Faissner Simon, Nikolayczik Johanna, Chan Andrew, Gold Ralf, Yoon Min-Suk, Haghikia Aiden
Department of Neurology, St. Josef-Hospital, Ruhr-University, Gudrunstr. 56, D-44791 Bochum, Germany.
Department of Neurology, St. Josef-Hospital, Ruhr-University, Bochum, Germany.
Ther Adv Neurol Disord. 2016 Jul;9(4):281-6. doi: 10.1177/1756285616646332. Epub 2016 May 15.
Neuromyelitis optica spectrum disorder (NMOSD) is a neuroinflammatory disorder of the central nervous system, distinct from multiple sclerosis by affecting predominantly the optic nerve and the spinal cord, and mediated by antibodies directed against aquaporin 4 (AQP4-ab) as a possible pathomechanistic hallmark of NMOSD. Therapeutic options include immunosuppression with steroids or B-cell-depleting agents as baseline therapies, as well as plasma exchange (PLEX) and/or immunoadsorption (IA) during relapses. Until now, data concerning the efficacy of IA alone are scarce.
Visual evoked potentials (VEPs), visual acuity and changes of symptoms at relapse leading to admission in NMOSD patients (n = 10) treated with IA in a single-centre setting were evaluated retrospectively.
All patients profited from the procedure and showed an amelioration of admission symptoms. Three patients improved in visual acuity, another three patients remained stable, whereas five patients showed an improvement in VEPs.
In this small cohort, IA constitutes a valid therapeutic option for patients with NMOSD as an equivalent to PLEX. Analysis in larger cohorts is warranted.
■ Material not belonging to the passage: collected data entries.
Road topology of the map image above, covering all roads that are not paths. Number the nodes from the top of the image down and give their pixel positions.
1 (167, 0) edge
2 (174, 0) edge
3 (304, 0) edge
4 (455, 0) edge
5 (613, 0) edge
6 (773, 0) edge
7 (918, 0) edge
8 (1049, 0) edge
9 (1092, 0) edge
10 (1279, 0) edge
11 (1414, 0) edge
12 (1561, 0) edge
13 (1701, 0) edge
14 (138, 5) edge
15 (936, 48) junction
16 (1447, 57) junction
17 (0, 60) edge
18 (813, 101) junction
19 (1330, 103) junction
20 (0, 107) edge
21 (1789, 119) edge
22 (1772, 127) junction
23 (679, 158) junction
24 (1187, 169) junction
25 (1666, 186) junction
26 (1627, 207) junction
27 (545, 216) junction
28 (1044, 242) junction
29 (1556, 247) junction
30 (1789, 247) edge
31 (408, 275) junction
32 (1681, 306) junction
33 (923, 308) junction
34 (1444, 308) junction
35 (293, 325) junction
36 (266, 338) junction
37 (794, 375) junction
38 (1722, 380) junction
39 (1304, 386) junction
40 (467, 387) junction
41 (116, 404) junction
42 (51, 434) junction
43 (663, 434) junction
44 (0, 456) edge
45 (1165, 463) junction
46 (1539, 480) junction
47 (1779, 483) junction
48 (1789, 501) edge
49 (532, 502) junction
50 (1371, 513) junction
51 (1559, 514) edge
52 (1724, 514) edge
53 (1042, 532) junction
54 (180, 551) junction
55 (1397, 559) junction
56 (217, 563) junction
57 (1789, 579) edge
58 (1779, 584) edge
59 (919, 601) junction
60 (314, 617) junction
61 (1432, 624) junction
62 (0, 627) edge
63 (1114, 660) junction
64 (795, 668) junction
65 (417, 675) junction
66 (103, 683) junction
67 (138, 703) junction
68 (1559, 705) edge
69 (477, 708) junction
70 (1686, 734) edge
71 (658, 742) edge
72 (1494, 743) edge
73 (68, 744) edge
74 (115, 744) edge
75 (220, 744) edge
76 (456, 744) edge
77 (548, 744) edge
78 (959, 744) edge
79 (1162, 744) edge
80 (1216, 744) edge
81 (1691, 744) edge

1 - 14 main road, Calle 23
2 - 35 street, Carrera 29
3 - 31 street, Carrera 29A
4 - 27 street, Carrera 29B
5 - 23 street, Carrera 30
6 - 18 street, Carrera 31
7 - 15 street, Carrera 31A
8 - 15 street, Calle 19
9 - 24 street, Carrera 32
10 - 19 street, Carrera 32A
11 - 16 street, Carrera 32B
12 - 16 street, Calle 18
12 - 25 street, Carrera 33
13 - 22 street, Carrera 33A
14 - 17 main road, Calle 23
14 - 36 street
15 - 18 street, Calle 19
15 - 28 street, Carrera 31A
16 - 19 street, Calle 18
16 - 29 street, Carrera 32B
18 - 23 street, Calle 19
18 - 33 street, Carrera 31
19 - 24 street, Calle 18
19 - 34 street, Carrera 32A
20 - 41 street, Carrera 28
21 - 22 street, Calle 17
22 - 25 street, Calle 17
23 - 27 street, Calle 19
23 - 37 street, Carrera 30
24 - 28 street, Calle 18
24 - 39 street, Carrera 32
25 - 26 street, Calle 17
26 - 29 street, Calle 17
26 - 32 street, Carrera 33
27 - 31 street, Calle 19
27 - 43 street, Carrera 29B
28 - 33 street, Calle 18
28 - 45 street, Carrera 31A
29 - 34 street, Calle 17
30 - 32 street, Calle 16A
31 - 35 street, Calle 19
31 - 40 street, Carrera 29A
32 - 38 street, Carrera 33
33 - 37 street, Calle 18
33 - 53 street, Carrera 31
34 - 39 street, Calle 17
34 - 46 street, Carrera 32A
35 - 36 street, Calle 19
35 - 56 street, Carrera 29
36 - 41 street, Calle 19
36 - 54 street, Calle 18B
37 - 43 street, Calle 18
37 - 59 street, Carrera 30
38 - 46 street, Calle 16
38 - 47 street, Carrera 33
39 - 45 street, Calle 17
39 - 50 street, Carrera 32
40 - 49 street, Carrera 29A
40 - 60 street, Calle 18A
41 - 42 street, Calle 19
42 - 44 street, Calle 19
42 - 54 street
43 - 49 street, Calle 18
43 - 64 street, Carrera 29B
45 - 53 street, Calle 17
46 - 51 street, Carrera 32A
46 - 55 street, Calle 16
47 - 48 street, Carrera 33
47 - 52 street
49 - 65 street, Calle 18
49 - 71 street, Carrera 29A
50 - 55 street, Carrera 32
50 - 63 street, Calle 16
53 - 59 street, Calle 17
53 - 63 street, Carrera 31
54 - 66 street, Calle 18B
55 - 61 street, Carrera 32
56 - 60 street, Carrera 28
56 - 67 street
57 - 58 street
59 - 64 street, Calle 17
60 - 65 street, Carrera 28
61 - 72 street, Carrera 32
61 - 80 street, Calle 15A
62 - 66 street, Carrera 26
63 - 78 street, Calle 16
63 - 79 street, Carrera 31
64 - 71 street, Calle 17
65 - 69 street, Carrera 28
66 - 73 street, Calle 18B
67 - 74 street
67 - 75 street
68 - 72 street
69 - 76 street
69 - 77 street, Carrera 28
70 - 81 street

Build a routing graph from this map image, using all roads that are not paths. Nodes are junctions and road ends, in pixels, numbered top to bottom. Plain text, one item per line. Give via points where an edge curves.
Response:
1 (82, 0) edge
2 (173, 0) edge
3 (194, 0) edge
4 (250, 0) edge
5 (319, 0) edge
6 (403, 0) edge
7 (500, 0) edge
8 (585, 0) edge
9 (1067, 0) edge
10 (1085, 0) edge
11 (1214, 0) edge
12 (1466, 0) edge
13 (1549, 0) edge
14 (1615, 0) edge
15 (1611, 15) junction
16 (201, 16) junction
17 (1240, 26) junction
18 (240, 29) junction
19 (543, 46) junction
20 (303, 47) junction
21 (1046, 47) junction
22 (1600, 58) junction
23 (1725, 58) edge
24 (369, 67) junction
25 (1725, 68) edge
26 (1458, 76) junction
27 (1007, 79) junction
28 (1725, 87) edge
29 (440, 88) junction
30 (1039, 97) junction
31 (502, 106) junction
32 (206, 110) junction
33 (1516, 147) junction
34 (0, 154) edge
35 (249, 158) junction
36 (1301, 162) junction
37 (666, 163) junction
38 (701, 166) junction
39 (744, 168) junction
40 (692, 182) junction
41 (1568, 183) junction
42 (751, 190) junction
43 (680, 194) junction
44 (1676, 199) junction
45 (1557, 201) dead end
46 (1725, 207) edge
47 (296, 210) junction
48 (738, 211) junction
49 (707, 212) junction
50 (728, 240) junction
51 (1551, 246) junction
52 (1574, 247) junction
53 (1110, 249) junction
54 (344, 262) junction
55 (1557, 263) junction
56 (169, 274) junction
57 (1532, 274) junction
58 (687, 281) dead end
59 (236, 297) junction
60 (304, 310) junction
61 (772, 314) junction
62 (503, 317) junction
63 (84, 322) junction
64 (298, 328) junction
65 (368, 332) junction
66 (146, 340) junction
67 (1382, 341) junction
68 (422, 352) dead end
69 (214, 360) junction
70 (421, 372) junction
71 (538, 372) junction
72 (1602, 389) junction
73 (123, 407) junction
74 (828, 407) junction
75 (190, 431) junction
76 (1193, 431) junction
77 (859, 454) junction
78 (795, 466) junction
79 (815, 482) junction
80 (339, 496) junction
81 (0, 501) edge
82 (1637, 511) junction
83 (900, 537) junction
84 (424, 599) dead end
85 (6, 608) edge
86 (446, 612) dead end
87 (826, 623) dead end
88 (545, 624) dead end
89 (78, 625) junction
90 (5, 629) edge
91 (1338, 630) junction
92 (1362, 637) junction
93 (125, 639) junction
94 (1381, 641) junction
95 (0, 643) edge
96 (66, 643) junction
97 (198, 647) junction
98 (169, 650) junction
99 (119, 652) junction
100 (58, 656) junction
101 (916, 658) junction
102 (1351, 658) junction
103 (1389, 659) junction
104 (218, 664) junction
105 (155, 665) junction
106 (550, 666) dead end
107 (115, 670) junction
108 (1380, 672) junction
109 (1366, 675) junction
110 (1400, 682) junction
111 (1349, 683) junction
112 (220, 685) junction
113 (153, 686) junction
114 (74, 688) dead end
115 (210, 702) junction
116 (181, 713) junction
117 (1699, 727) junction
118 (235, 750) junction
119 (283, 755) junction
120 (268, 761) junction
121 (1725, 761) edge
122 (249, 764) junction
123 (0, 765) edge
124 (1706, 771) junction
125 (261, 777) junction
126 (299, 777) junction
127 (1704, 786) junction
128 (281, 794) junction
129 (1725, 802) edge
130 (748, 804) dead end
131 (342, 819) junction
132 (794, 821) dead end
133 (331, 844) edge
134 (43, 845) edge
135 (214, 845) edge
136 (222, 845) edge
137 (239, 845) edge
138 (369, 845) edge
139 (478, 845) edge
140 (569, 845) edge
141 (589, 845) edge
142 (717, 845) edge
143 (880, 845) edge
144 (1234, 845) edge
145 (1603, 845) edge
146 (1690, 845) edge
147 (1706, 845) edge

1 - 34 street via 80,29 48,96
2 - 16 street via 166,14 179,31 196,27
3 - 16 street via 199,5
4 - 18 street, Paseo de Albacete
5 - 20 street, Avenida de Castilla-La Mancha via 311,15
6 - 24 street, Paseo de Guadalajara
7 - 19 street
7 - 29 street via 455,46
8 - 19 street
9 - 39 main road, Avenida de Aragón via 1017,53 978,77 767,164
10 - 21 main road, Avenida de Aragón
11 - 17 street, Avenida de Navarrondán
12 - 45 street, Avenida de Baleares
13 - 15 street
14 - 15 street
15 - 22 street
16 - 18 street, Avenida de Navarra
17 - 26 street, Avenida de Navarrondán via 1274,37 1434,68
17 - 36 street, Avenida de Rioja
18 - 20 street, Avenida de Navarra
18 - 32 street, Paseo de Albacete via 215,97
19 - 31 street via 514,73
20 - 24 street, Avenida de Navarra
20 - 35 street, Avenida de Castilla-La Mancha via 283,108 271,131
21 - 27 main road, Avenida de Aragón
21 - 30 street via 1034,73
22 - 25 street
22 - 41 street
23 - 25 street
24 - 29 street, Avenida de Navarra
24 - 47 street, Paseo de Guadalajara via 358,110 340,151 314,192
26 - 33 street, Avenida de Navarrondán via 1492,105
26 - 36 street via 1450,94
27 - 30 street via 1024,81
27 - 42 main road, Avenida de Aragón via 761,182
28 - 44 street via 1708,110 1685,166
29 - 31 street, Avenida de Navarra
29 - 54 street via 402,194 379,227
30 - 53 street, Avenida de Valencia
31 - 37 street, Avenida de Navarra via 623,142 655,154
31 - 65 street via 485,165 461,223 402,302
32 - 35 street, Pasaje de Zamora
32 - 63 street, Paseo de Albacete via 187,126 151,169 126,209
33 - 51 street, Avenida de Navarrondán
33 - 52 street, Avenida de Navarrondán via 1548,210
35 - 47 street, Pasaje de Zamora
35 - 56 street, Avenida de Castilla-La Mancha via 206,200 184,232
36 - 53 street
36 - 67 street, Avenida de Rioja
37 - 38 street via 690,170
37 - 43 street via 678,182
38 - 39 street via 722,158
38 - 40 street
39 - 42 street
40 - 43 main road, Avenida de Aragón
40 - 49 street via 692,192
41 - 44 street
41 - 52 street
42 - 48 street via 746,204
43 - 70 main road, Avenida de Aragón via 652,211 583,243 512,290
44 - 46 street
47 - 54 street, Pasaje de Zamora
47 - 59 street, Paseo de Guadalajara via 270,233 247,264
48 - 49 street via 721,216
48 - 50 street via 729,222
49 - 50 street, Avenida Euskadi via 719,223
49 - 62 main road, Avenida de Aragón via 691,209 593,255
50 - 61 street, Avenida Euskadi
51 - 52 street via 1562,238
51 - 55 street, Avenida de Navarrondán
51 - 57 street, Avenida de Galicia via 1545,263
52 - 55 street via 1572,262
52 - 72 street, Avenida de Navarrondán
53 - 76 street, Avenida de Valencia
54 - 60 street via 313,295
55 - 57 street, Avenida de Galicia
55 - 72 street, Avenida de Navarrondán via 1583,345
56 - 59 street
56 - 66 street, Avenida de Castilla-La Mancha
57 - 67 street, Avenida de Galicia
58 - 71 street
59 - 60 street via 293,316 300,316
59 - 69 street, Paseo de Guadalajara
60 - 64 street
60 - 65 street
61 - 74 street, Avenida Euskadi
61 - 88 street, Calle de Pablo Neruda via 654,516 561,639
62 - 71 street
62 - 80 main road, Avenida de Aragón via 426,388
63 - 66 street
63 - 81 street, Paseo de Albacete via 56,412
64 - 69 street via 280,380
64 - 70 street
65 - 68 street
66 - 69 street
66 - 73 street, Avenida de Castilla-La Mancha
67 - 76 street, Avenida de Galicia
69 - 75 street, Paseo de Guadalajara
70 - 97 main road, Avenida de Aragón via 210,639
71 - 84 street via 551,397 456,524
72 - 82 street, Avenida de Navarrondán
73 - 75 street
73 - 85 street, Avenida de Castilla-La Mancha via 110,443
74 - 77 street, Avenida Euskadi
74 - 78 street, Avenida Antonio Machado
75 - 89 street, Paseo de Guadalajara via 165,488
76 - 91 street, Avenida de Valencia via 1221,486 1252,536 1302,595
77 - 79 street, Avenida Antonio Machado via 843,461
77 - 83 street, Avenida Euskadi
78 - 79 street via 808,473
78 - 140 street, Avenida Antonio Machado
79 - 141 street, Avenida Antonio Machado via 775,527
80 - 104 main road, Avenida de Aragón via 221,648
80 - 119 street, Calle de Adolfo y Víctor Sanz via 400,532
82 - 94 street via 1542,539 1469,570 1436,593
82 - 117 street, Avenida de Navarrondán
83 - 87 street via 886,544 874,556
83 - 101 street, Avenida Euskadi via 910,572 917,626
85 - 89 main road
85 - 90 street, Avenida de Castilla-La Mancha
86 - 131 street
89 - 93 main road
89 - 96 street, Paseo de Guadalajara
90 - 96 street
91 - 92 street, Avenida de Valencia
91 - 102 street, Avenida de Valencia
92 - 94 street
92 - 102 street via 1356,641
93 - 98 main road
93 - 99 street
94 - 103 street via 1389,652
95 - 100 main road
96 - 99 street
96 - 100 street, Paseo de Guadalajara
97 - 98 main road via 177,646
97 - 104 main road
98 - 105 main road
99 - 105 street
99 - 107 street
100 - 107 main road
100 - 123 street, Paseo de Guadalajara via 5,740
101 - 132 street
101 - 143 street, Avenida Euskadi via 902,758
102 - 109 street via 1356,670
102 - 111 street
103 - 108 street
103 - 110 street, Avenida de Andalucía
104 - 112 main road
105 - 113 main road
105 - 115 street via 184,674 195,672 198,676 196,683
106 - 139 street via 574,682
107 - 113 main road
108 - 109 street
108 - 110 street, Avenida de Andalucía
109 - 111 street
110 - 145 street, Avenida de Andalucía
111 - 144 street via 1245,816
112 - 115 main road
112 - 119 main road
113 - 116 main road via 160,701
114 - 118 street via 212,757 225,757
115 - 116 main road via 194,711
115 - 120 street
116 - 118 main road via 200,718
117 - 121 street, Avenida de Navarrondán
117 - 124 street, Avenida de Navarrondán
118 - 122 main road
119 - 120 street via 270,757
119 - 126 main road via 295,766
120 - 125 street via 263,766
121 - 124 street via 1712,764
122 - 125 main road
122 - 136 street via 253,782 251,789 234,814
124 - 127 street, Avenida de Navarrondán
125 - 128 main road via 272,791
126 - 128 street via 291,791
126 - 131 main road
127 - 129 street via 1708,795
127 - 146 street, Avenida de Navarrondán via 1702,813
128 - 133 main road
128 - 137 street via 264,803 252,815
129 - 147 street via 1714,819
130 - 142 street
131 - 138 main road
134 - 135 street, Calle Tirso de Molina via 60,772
视神经脊髓炎谱系障碍(NMOSD)是一种中枢神经系统的神经炎症性疾病,与多发性硬化症不同,主要影响视神经和脊髓,由针对水通道蛋白4的抗体(AQP4-ab)介导,这可能是NMOSD的一种病理机制标志。治疗选择包括使用类固醇或B细胞清除剂进行免疫抑制作为基础治疗,以及在复发期间进行血浆置换(PLEX)和/或免疫吸附(IA)。到目前为止,关于单独使用IA疗效的数据很少。
回顾性评估在单中心接受IA治疗的NMOSD患者(n = 十)复发时导致入院的视觉诱发电位(VEP)、视力和症状变化。
所有患者均从该治疗中获益,入院症状有所改善。三名患者视力提高,另外三名患者保持稳定,而五名患者的VEP有所改善。
在这个小队列中,IA作为与PLEX等效的治疗方法,是NMOSD患者的一种有效治疗选择。有必要在更大的队列中进行分析。